Work instruction:
Would you output all the lines below precisely as they stand, leaving each picture out?

Given entries:
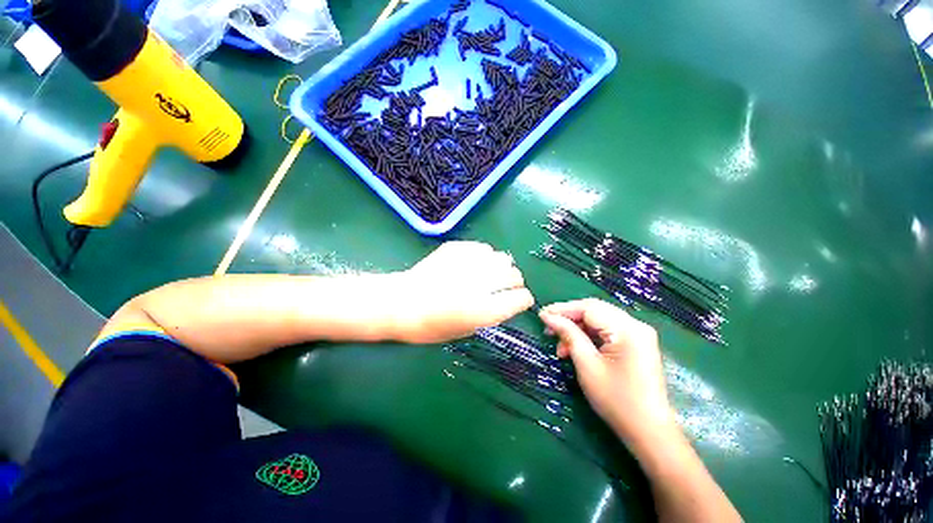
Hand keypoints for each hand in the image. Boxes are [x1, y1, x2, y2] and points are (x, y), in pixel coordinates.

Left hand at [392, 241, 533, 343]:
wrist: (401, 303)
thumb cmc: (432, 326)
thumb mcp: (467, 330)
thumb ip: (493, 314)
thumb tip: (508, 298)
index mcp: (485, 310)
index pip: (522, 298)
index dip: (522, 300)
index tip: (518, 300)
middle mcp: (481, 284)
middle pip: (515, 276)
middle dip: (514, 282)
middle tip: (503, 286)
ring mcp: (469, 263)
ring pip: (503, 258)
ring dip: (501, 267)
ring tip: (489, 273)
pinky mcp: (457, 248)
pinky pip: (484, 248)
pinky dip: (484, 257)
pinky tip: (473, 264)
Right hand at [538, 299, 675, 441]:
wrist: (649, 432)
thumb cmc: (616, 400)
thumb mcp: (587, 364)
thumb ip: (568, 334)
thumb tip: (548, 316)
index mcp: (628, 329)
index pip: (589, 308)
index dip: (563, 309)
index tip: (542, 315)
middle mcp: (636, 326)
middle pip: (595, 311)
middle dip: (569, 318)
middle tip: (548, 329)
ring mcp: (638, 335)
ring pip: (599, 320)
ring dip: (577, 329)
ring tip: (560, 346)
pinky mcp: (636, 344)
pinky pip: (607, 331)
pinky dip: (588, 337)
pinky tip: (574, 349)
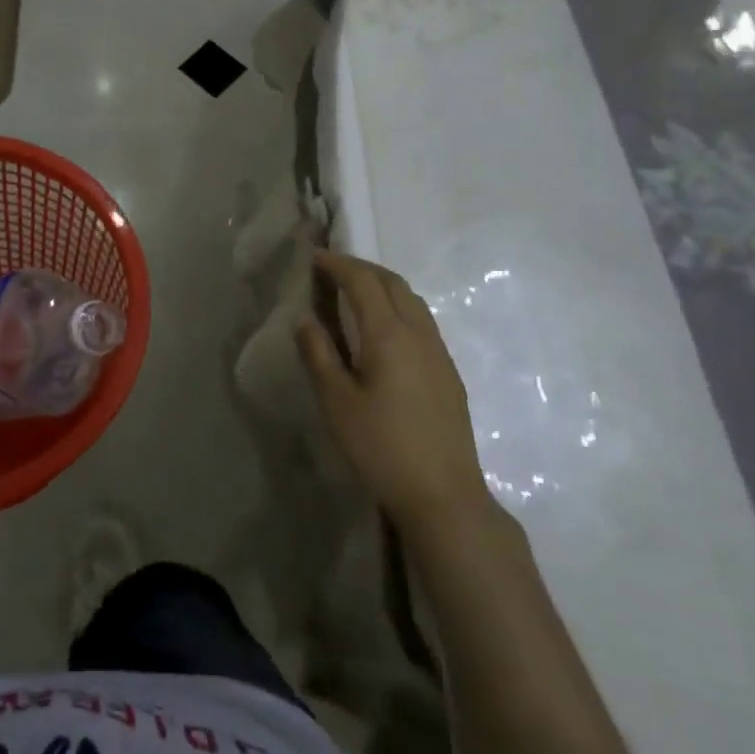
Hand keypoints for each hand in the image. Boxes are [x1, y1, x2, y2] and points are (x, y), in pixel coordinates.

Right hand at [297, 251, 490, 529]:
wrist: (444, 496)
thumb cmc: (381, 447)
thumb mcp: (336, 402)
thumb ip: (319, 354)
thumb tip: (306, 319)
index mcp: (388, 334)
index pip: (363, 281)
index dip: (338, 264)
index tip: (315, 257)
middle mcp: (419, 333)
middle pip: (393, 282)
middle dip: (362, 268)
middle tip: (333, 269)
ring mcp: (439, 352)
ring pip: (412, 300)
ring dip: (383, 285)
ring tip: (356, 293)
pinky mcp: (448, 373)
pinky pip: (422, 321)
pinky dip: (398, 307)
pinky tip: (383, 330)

Reply:
Hand keypoints for each hand in the image. Boxes are [x1, y1, x2, y2] and points are (x, y), in pixel coordinates.

Left hand at [392, 241, 533, 343]:
wrist: (401, 303)
thumb cmc: (432, 326)
thumb mcp: (467, 330)
thumb ip: (493, 314)
thumb tip: (508, 298)
index mcp: (485, 310)
index pip: (522, 298)
index dip: (522, 300)
index tip: (518, 300)
middle mcp: (481, 284)
middle pip: (515, 276)
middle dip: (514, 282)
middle tip: (503, 286)
ring mcp: (469, 263)
ring pip: (503, 258)
ring dip: (501, 267)
ring tip: (489, 273)
pinky mcp: (457, 248)
pinky pip: (484, 248)
pinky dip: (484, 257)
pinky tip: (473, 264)
Right hand at [538, 299, 675, 441]:
wrist: (649, 432)
thumb cmc: (616, 400)
thumb mcp: (587, 364)
thumb ip: (568, 334)
thumb tip: (548, 316)
index mcp: (628, 329)
index pip: (589, 308)
index dip: (563, 309)
index tip: (542, 315)
middle mcp: (636, 326)
middle pip: (595, 311)
middle dip: (569, 318)
middle tip: (548, 329)
ring mcp: (638, 335)
ring pip: (599, 320)
ring dip: (577, 329)
ring tip: (560, 346)
pinky mcp: (636, 344)
pinky pip: (607, 331)
pinky dip: (588, 337)
pinky tip: (574, 349)
Hand keypoints for each hand in the image. Boxes are [x1, y1, x2, y2] and points are (x, y), in pixel coordinates.

Right hand at [297, 251, 490, 529]:
wrist: (444, 496)
thumb cmc: (381, 447)
thumb mcp: (336, 402)
thumb ip: (319, 354)
thumb tip: (306, 319)
index mcp: (388, 334)
index pip: (363, 281)
index dip: (338, 264)
index tip: (315, 257)
middle mcp: (419, 333)
middle pip: (393, 282)
middle dip: (362, 268)
middle tip: (333, 269)
ring mcp: (439, 352)
ring pip: (412, 300)
ring dip: (383, 285)
ring tip: (356, 293)
pinky mcp: (448, 373)
pinky pip: (422, 321)
pinky dip: (398, 307)
pinky tip: (383, 330)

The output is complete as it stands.